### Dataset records
****************************************
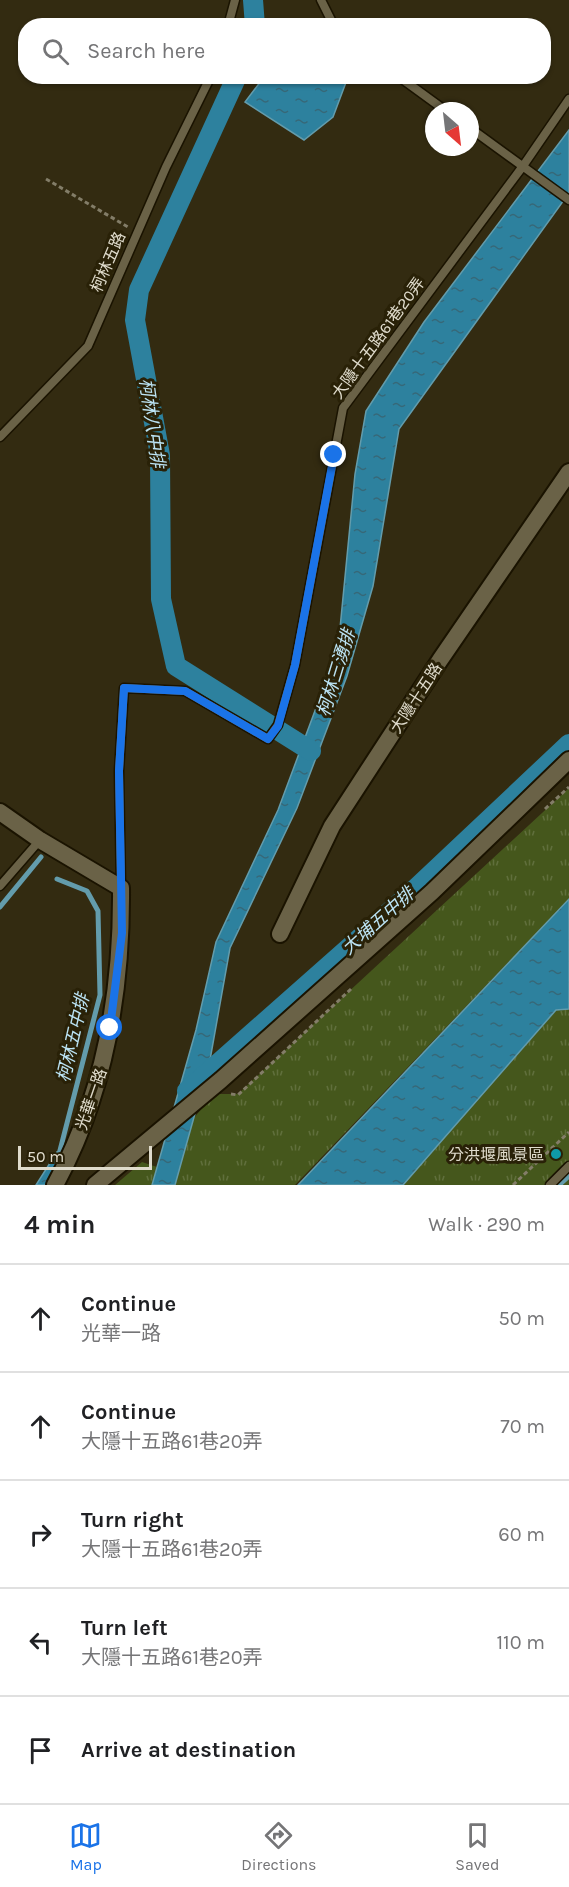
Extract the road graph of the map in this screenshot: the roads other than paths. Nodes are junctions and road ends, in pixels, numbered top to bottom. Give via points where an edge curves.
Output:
1 (235, 0) edge
2 (321, 0) edge
3 (230, 18) edge
4 (330, 18) edge
5 (207, 84) edge
6 (409, 84) edge
7 (569, 99) edge
8 (434, 102) edge
9 (479, 134) edge
10 (523, 166) junction
11 (568, 200) edge
12 (0, 438) edge
13 (569, 472) edge
14 (569, 760) edge
15 (0, 812) edge
16 (40, 840) junction
17 (0, 886) edge
18 (121, 888) junction
19 (280, 934) dead end
20 (569, 1166) edge
21 (55, 1185) edge
22 (95, 1185) edge
23 (550, 1185) edge

1 - 3 lane
2 - 4 lane
5 - 12 lane, 柯林五路 via 88,346
6 - 8 lane
7 - 10 lane, 大隱十五路61巷20弄
9 - 10 lane
10 - 11 lane
10 - 18 lane, 大隱十五路61巷20弄 via 343,408 295,665 278,726 268,739 185,691 124,688 119,771
13 - 19 street, 大隱十五路 via 332,826
14 - 22 street via 432,892 221,1080
15 - 16 street
16 - 17 lane
16 - 18 street
18 - 21 street, 光華一路 via 122,933 107,1052 88,1115
20 - 23 lane

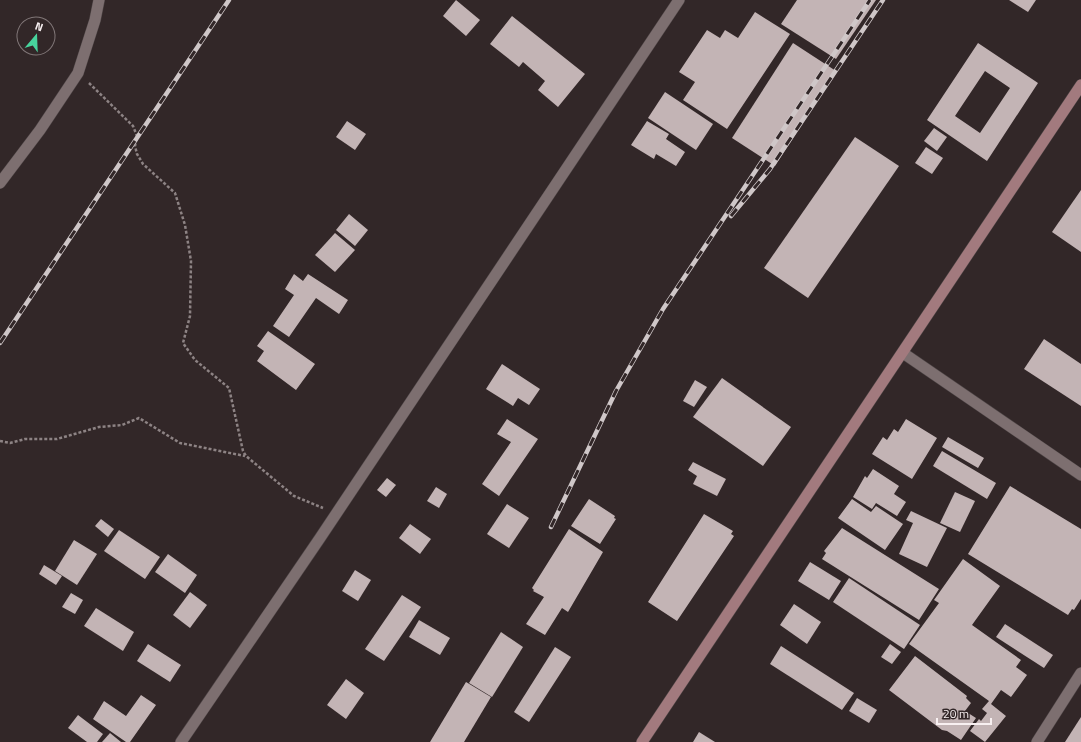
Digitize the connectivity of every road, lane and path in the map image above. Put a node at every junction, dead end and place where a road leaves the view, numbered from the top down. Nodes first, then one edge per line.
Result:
1 (99, 0) edge
2 (679, 0) edge
3 (78, 73) junction
4 (1081, 84) edge
5 (0, 183) edge
6 (903, 353) junction
7 (0, 441) edge
8 (246, 456) junction
9 (1081, 475) edge
10 (336, 513) junction
11 (1081, 674) edge
12 (181, 742) edge
13 (642, 742) edge
14 (1037, 742) edge

1 - 3 street
2 - 10 street
3 - 5 street
3 - 8 path
4 - 6 main road
6 - 9 street
6 - 13 main road
7 - 8 path
8 - 10 path
10 - 12 street
11 - 14 street

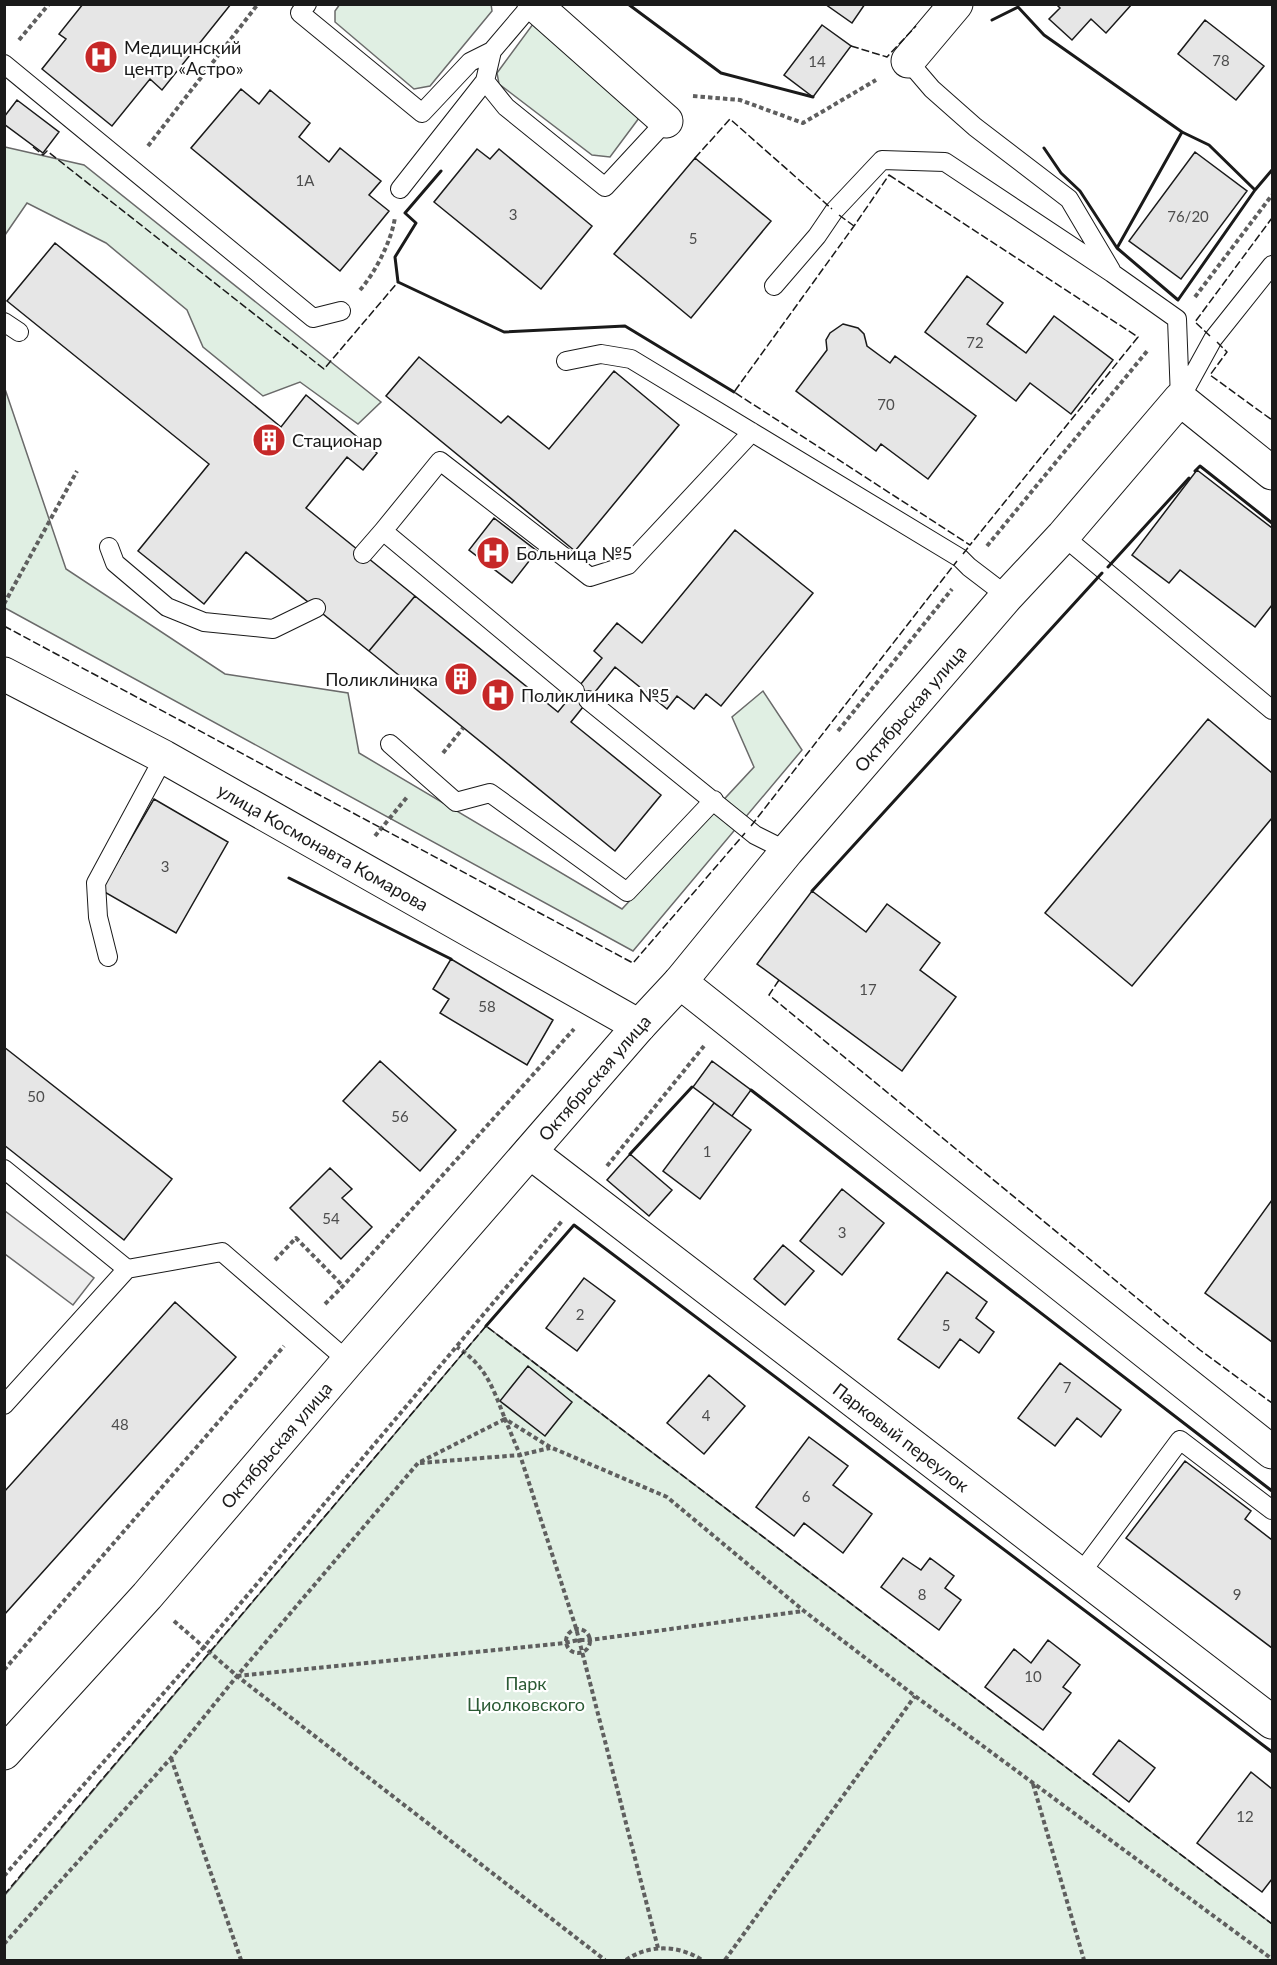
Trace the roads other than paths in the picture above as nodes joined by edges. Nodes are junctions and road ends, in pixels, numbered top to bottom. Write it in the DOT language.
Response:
graph roads {
  1 [pos="307,4"];
  2 [pos="533,4"];
  3 [pos="956,4"];
  4 [pos="492,51"];
  5 [pos="8,56"];
  6 [pos="908,61"];
  7 [pos="485,81"];
  8 [pos="675,108"];
  9 [pos="399,189"];
  10 [pos="1272,266"];
  11 [pos="1112,273"];
  12 [pos="774,286"];
  13 [pos="341,311"];
  14 [pos="566,361"];
  15 [pos="1180,399"];
  16 [pos="752,432"];
  17 [pos="1272,473"];
  18 [pos="383,531"];
  19 [pos="1063,536"];
  20 [pos="109,547"];
  21 [pos="363,554"];
  22 [pos="1007,596"];
  23 [pos="316,608"];
  24 [pos="4,674"];
  25 [pos="1272,710"];
  26 [pos="390,744"];
  27 [pos="164,757"];
  28 [pos="714,800"];
  29 [pos="787,851"];
  30 [pos="108,957"];
  31 [pos="680,982"];
  32 [pos="639,1026"];
  33 [pos="530,1152"];
  34 [pos="4,1169"];
  35 [pos="127,1269"];
  36 [pos="348,1361"];
  37 [pos="4,1406"];
  38 [pos="1272,1452"];
  39 [pos="1272,1510"];
  40 [pos="1080,1574"];
  41 [pos="1272,1722"];
  42 [pos="4,1753"];
  1 -- 4 [label="lane"];
  2 -- 4 [label="lane"];
  2 -- 8 [label="street"];
  3 -- 6 [label="street"];
  4 -- 7 [label="lane"];
  5 -- 13 [label="lane"];
  6 -- 11 [label="lane"];
  7 -- 8 [label="lane"];
  7 -- 9 [label="lane"];
  10 -- 15 [label="lane"];
  11 -- 12 [label="lane"];
  11 -- 15 [label="lane"];
  14 -- 16 [label="lane"];
  15 -- 17 [label="street"];
  15 -- 19 [label="street, Октябрьская улица"];
  16 -- 18 [label="lane"];
  16 -- 22 [label="lane"];
  18 -- 21 [label="lane"];
  18 -- 28 [label="lane"];
  19 -- 22 [label="street, Октябрьская улица"];
  19 -- 25 [label="lane"];
  20 -- 23 [label="lane"];
  22 -- 29 [label="street, Октябрьская улица"];
  24 -- 27 [label="street, улица Космонавта Комарова"];
  26 -- 28 [label="lane"];
  27 -- 30 [label="lane"];
  27 -- 32 [label="street, улица Космонавта Комарова"];
  28 -- 29 [label="lane"];
  29 -- 31 [label="street, Октябрьская улица"];
  31 -- 32 [label="street, Октябрьская улица"];
  31 -- 38 [label="street"];
  32 -- 33 [label="street, Октябрьская улица"];
  33 -- 36 [label="street, Октябрьская улица"];
  33 -- 40 [label="street, Парковый переулок"];
  34 -- 35 [label="lane"];
  35 -- 36 [label="lane"];
  35 -- 37 [label="lane"];
  36 -- 42 [label="street, Октябрьская улица"];
  39 -- 40 [label="lane"];
  40 -- 41 [label="street, Парковый переулок"];
}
****************************************
Exclude the pictures, then write out every record exactly as it stands.

### Answer to the problem
Extract the road graph of the map in this screenshot: the roads other than paths. Nodes are junctions and road ends, in pixels, numbered top to bottom. Give via points where an edge curves.
Output:
1 (235, 0) edge
2 (321, 0) edge
3 (230, 18) edge
4 (330, 18) edge
5 (207, 84) edge
6 (409, 84) edge
7 (569, 99) edge
8 (434, 102) edge
9 (479, 134) edge
10 (523, 166) junction
11 (568, 200) edge
12 (0, 438) edge
13 (569, 472) edge
14 (569, 760) edge
15 (0, 812) edge
16 (40, 840) junction
17 (0, 886) edge
18 (121, 888) junction
19 (280, 934) dead end
20 (569, 1166) edge
21 (55, 1185) edge
22 (95, 1185) edge
23 (550, 1185) edge

1 - 3 lane
2 - 4 lane
5 - 12 lane, 柯林五路 via 88,346
6 - 8 lane
7 - 10 lane, 大隱十五路61巷20弄
9 - 10 lane
10 - 11 lane
10 - 18 lane, 大隱十五路61巷20弄 via 343,408 295,665 278,726 268,739 185,691 124,688 119,771
13 - 19 street, 大隱十五路 via 332,826
14 - 22 street via 432,892 221,1080
15 - 16 street
16 - 17 lane
16 - 18 street
18 - 21 street, 光華一路 via 122,933 107,1052 88,1115
20 - 23 lane

Digitize the connectivity of every road, lane and path in the map image above. Put a node at every junction, dead end and place where a road leaves the view, numbered from the top down. Nodes first, then one edge per line.
Result:
1 (99, 0) edge
2 (679, 0) edge
3 (78, 73) junction
4 (1081, 84) edge
5 (0, 183) edge
6 (903, 353) junction
7 (0, 441) edge
8 (246, 456) junction
9 (1081, 475) edge
10 (336, 513) junction
11 (1081, 674) edge
12 (181, 742) edge
13 (642, 742) edge
14 (1037, 742) edge

1 - 3 street
2 - 10 street
3 - 5 street
3 - 8 path
4 - 6 main road
6 - 9 street
6 - 13 main road
7 - 8 path
8 - 10 path
10 - 12 street
11 - 14 street

Trace the roads other than paths in the picture above as nodes joined by edges. Nodes are junctions and road ends, in pixels, numbered top to bottom. Write it in the DOT language.
Response:
graph roads {
  1 [pos="307,4"];
  2 [pos="533,4"];
  3 [pos="956,4"];
  4 [pos="492,51"];
  5 [pos="8,56"];
  6 [pos="908,61"];
  7 [pos="485,81"];
  8 [pos="675,108"];
  9 [pos="399,189"];
  10 [pos="1272,266"];
  11 [pos="1112,273"];
  12 [pos="774,286"];
  13 [pos="341,311"];
  14 [pos="566,361"];
  15 [pos="1180,399"];
  16 [pos="752,432"];
  17 [pos="1272,473"];
  18 [pos="383,531"];
  19 [pos="1063,536"];
  20 [pos="109,547"];
  21 [pos="363,554"];
  22 [pos="1007,596"];
  23 [pos="316,608"];
  24 [pos="4,674"];
  25 [pos="1272,710"];
  26 [pos="390,744"];
  27 [pos="164,757"];
  28 [pos="714,800"];
  29 [pos="787,851"];
  30 [pos="108,957"];
  31 [pos="680,982"];
  32 [pos="639,1026"];
  33 [pos="530,1152"];
  34 [pos="4,1169"];
  35 [pos="127,1269"];
  36 [pos="348,1361"];
  37 [pos="4,1406"];
  38 [pos="1272,1452"];
  39 [pos="1272,1510"];
  40 [pos="1080,1574"];
  41 [pos="1272,1722"];
  42 [pos="4,1753"];
  1 -- 4 [label="lane"];
  2 -- 4 [label="lane"];
  2 -- 8 [label="street"];
  3 -- 6 [label="street"];
  4 -- 7 [label="lane"];
  5 -- 13 [label="lane"];
  6 -- 11 [label="lane"];
  7 -- 8 [label="lane"];
  7 -- 9 [label="lane"];
  10 -- 15 [label="lane"];
  11 -- 12 [label="lane"];
  11 -- 15 [label="lane"];
  14 -- 16 [label="lane"];
  15 -- 17 [label="street"];
  15 -- 19 [label="street, Октябрьская улица"];
  16 -- 18 [label="lane"];
  16 -- 22 [label="lane"];
  18 -- 21 [label="lane"];
  18 -- 28 [label="lane"];
  19 -- 22 [label="street, Октябрьская улица"];
  19 -- 25 [label="lane"];
  20 -- 23 [label="lane"];
  22 -- 29 [label="street, Октябрьская улица"];
  24 -- 27 [label="street, улица Космонавта Комарова"];
  26 -- 28 [label="lane"];
  27 -- 30 [label="lane"];
  27 -- 32 [label="street, улица Космонавта Комарова"];
  28 -- 29 [label="lane"];
  29 -- 31 [label="street, Октябрьская улица"];
  31 -- 32 [label="street, Октябрьская улица"];
  31 -- 38 [label="street"];
  32 -- 33 [label="street, Октябрьская улица"];
  33 -- 36 [label="street, Октябрьская улица"];
  33 -- 40 [label="street, Парковый переулок"];
  34 -- 35 [label="lane"];
  35 -- 36 [label="lane"];
  35 -- 37 [label="lane"];
  36 -- 42 [label="street, Октябрьская улица"];
  39 -- 40 [label="lane"];
  40 -- 41 [label="street, Парковый переулок"];
}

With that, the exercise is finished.